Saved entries
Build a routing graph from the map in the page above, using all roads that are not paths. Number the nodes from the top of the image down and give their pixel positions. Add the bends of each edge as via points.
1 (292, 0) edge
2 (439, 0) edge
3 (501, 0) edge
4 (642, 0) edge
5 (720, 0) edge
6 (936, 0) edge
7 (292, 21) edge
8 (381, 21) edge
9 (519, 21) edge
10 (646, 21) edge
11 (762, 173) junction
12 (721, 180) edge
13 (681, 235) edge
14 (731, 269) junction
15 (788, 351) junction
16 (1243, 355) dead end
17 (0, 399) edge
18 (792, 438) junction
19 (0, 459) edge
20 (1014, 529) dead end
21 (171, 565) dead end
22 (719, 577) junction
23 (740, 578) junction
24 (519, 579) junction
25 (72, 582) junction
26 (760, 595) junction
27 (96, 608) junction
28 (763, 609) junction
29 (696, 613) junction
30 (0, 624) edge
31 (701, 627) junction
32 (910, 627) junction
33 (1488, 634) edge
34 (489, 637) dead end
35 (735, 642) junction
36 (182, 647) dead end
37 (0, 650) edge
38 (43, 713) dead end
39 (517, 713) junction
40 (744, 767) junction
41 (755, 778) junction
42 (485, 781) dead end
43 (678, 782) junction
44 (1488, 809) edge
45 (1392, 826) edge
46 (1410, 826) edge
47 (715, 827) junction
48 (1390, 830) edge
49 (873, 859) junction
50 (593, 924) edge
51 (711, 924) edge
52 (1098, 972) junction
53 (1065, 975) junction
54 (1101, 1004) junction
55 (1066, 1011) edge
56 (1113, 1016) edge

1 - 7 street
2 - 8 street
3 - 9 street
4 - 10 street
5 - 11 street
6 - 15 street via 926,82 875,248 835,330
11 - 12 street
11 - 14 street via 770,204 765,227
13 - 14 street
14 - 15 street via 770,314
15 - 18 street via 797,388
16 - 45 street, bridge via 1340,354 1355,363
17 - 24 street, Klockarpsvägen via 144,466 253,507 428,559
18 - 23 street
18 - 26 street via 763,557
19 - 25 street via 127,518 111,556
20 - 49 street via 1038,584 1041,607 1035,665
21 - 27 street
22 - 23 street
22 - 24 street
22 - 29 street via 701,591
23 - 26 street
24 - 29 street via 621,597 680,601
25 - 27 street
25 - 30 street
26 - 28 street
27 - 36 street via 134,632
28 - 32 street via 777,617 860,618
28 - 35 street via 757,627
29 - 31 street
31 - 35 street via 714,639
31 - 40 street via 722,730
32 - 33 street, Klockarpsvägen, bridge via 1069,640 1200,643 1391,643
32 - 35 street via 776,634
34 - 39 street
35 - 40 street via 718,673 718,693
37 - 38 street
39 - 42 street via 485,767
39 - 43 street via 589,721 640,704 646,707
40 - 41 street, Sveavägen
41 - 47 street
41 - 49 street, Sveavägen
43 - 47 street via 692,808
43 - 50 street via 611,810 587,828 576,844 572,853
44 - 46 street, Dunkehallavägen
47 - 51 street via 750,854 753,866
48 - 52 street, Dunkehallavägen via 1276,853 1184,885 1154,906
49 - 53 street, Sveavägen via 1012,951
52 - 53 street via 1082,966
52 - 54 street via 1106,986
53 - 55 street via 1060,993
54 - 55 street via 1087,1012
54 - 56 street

Problem to work on → All the records above need to be set down again exactly as they were given.

Solution to this problem →
Build a routing graph from the map in the page above, using all roads that are not paths. Number the nodes from the top of the image down and give their pixel positions. Add the bends of each edge as via points.
1 (292, 0) edge
2 (439, 0) edge
3 (501, 0) edge
4 (642, 0) edge
5 (720, 0) edge
6 (936, 0) edge
7 (292, 21) edge
8 (381, 21) edge
9 (519, 21) edge
10 (646, 21) edge
11 (762, 173) junction
12 (721, 180) edge
13 (681, 235) edge
14 (731, 269) junction
15 (788, 351) junction
16 (1243, 355) dead end
17 (0, 399) edge
18 (792, 438) junction
19 (0, 459) edge
20 (1014, 529) dead end
21 (171, 565) dead end
22 (719, 577) junction
23 (740, 578) junction
24 (519, 579) junction
25 (72, 582) junction
26 (760, 595) junction
27 (96, 608) junction
28 (763, 609) junction
29 (696, 613) junction
30 (0, 624) edge
31 (701, 627) junction
32 (910, 627) junction
33 (1488, 634) edge
34 (489, 637) dead end
35 (735, 642) junction
36 (182, 647) dead end
37 (0, 650) edge
38 (43, 713) dead end
39 (517, 713) junction
40 (744, 767) junction
41 (755, 778) junction
42 (485, 781) dead end
43 (678, 782) junction
44 (1488, 809) edge
45 (1392, 826) edge
46 (1410, 826) edge
47 (715, 827) junction
48 (1390, 830) edge
49 (873, 859) junction
50 (593, 924) edge
51 (711, 924) edge
52 (1098, 972) junction
53 (1065, 975) junction
54 (1101, 1004) junction
55 (1066, 1011) edge
56 (1113, 1016) edge

1 - 7 street
2 - 8 street
3 - 9 street
4 - 10 street
5 - 11 street
6 - 15 street via 926,82 875,248 835,330
11 - 12 street
11 - 14 street via 770,204 765,227
13 - 14 street
14 - 15 street via 770,314
15 - 18 street via 797,388
16 - 45 street, bridge via 1340,354 1355,363
17 - 24 street, Klockarpsvägen via 144,466 253,507 428,559
18 - 23 street
18 - 26 street via 763,557
19 - 25 street via 127,518 111,556
20 - 49 street via 1038,584 1041,607 1035,665
21 - 27 street
22 - 23 street
22 - 24 street
22 - 29 street via 701,591
23 - 26 street
24 - 29 street via 621,597 680,601
25 - 27 street
25 - 30 street
26 - 28 street
27 - 36 street via 134,632
28 - 32 street via 777,617 860,618
28 - 35 street via 757,627
29 - 31 street
31 - 35 street via 714,639
31 - 40 street via 722,730
32 - 33 street, Klockarpsvägen, bridge via 1069,640 1200,643 1391,643
32 - 35 street via 776,634
34 - 39 street
35 - 40 street via 718,673 718,693
37 - 38 street
39 - 42 street via 485,767
39 - 43 street via 589,721 640,704 646,707
40 - 41 street, Sveavägen
41 - 47 street
41 - 49 street, Sveavägen
43 - 47 street via 692,808
43 - 50 street via 611,810 587,828 576,844 572,853
44 - 46 street, Dunkehallavägen
47 - 51 street via 750,854 753,866
48 - 52 street, Dunkehallavägen via 1276,853 1184,885 1154,906
49 - 53 street, Sveavägen via 1012,951
52 - 53 street via 1082,966
52 - 54 street via 1106,986
53 - 55 street via 1060,993
54 - 55 street via 1087,1012
54 - 56 street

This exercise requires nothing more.